** Given records follows **

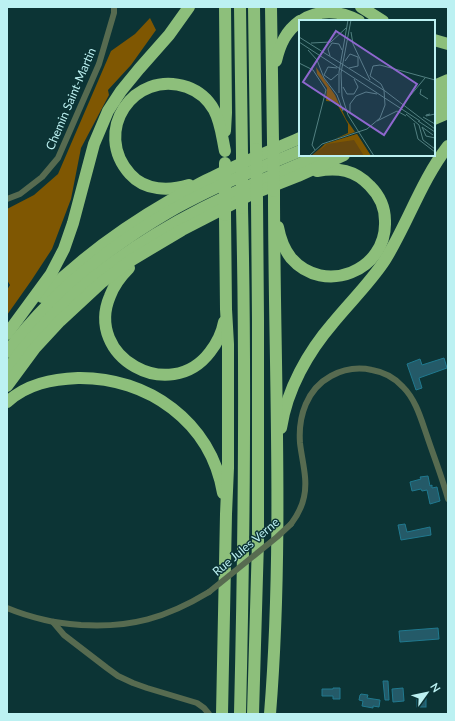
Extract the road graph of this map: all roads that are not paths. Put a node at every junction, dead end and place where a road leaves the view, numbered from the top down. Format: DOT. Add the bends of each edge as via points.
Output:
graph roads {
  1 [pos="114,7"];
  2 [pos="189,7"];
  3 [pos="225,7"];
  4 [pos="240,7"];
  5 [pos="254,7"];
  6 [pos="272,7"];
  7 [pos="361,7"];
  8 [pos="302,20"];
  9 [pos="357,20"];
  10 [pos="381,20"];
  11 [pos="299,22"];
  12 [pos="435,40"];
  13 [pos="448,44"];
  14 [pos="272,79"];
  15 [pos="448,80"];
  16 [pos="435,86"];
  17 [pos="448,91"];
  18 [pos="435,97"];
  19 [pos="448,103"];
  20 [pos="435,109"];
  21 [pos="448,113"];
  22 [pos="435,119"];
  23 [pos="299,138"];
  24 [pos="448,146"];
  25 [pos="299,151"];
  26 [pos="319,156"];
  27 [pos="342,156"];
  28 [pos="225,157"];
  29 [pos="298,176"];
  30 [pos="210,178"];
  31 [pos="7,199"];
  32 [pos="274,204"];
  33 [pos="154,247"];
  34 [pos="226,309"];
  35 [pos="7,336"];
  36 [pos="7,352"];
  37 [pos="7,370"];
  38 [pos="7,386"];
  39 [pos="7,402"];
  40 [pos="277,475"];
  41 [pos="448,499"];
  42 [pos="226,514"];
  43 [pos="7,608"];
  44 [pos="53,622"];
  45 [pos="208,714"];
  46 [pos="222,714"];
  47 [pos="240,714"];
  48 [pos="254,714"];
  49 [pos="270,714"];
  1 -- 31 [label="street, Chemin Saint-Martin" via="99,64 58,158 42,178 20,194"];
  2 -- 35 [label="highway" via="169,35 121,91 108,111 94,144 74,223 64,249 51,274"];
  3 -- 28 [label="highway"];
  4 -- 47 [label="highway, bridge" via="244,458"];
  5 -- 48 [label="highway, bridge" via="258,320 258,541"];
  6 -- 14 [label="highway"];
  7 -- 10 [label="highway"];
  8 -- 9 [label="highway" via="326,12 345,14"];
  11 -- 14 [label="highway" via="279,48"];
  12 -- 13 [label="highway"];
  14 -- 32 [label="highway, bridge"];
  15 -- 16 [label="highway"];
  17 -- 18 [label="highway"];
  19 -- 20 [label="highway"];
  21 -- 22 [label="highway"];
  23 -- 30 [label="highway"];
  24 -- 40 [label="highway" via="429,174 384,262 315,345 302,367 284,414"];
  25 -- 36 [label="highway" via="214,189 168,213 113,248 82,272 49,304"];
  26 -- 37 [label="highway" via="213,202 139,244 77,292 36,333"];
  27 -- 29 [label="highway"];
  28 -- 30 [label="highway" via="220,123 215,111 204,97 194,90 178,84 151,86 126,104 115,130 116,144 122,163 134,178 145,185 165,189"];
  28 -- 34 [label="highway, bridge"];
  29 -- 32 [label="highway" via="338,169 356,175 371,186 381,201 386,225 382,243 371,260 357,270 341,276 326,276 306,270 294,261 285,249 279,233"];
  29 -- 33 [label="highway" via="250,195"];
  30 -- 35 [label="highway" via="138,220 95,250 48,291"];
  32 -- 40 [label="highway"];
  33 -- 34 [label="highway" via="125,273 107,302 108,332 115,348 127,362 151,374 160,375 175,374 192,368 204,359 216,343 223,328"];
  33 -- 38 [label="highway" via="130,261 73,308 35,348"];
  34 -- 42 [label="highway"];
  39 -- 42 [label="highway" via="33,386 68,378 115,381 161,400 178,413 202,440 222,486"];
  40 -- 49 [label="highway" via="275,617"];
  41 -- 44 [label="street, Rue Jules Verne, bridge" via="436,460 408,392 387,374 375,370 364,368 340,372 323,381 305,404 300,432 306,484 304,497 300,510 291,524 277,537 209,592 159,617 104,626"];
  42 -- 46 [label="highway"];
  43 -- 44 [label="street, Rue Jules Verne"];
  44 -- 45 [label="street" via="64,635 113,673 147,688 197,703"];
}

** End of Given records **

= What to do =
Without carrying over any picture, retype the records above word for word.

= Answer to this exercise =
Extract the road graph of this map: all roads that are not paths. Put a node at every junction, dead end and place where a road leaves the view, numbered from the top down. Format: DOT. Add the bends of each edge as via points.
Output:
graph roads {
  1 [pos="114,7"];
  2 [pos="189,7"];
  3 [pos="225,7"];
  4 [pos="240,7"];
  5 [pos="254,7"];
  6 [pos="272,7"];
  7 [pos="361,7"];
  8 [pos="302,20"];
  9 [pos="357,20"];
  10 [pos="381,20"];
  11 [pos="299,22"];
  12 [pos="435,40"];
  13 [pos="448,44"];
  14 [pos="272,79"];
  15 [pos="448,80"];
  16 [pos="435,86"];
  17 [pos="448,91"];
  18 [pos="435,97"];
  19 [pos="448,103"];
  20 [pos="435,109"];
  21 [pos="448,113"];
  22 [pos="435,119"];
  23 [pos="299,138"];
  24 [pos="448,146"];
  25 [pos="299,151"];
  26 [pos="319,156"];
  27 [pos="342,156"];
  28 [pos="225,157"];
  29 [pos="298,176"];
  30 [pos="210,178"];
  31 [pos="7,199"];
  32 [pos="274,204"];
  33 [pos="154,247"];
  34 [pos="226,309"];
  35 [pos="7,336"];
  36 [pos="7,352"];
  37 [pos="7,370"];
  38 [pos="7,386"];
  39 [pos="7,402"];
  40 [pos="277,475"];
  41 [pos="448,499"];
  42 [pos="226,514"];
  43 [pos="7,608"];
  44 [pos="53,622"];
  45 [pos="208,714"];
  46 [pos="222,714"];
  47 [pos="240,714"];
  48 [pos="254,714"];
  49 [pos="270,714"];
  1 -- 31 [label="street, Chemin Saint-Martin" via="99,64 58,158 42,178 20,194"];
  2 -- 35 [label="highway" via="169,35 121,91 108,111 94,144 74,223 64,249 51,274"];
  3 -- 28 [label="highway"];
  4 -- 47 [label="highway, bridge" via="244,458"];
  5 -- 48 [label="highway, bridge" via="258,320 258,541"];
  6 -- 14 [label="highway"];
  7 -- 10 [label="highway"];
  8 -- 9 [label="highway" via="326,12 345,14"];
  11 -- 14 [label="highway" via="279,48"];
  12 -- 13 [label="highway"];
  14 -- 32 [label="highway, bridge"];
  15 -- 16 [label="highway"];
  17 -- 18 [label="highway"];
  19 -- 20 [label="highway"];
  21 -- 22 [label="highway"];
  23 -- 30 [label="highway"];
  24 -- 40 [label="highway" via="429,174 384,262 315,345 302,367 284,414"];
  25 -- 36 [label="highway" via="214,189 168,213 113,248 82,272 49,304"];
  26 -- 37 [label="highway" via="213,202 139,244 77,292 36,333"];
  27 -- 29 [label="highway"];
  28 -- 30 [label="highway" via="220,123 215,111 204,97 194,90 178,84 151,86 126,104 115,130 116,144 122,163 134,178 145,185 165,189"];
  28 -- 34 [label="highway, bridge"];
  29 -- 32 [label="highway" via="338,169 356,175 371,186 381,201 386,225 382,243 371,260 357,270 341,276 326,276 306,270 294,261 285,249 279,233"];
  29 -- 33 [label="highway" via="250,195"];
  30 -- 35 [label="highway" via="138,220 95,250 48,291"];
  32 -- 40 [label="highway"];
  33 -- 34 [label="highway" via="125,273 107,302 108,332 115,348 127,362 151,374 160,375 175,374 192,368 204,359 216,343 223,328"];
  33 -- 38 [label="highway" via="130,261 73,308 35,348"];
  34 -- 42 [label="highway"];
  39 -- 42 [label="highway" via="33,386 68,378 115,381 161,400 178,413 202,440 222,486"];
  40 -- 49 [label="highway" via="275,617"];
  41 -- 44 [label="street, Rue Jules Verne, bridge" via="436,460 408,392 387,374 375,370 364,368 340,372 323,381 305,404 300,432 306,484 304,497 300,510 291,524 277,537 209,592 159,617 104,626"];
  42 -- 46 [label="highway"];
  43 -- 44 [label="street, Rue Jules Verne"];
  44 -- 45 [label="street" via="64,635 113,673 147,688 197,703"];
}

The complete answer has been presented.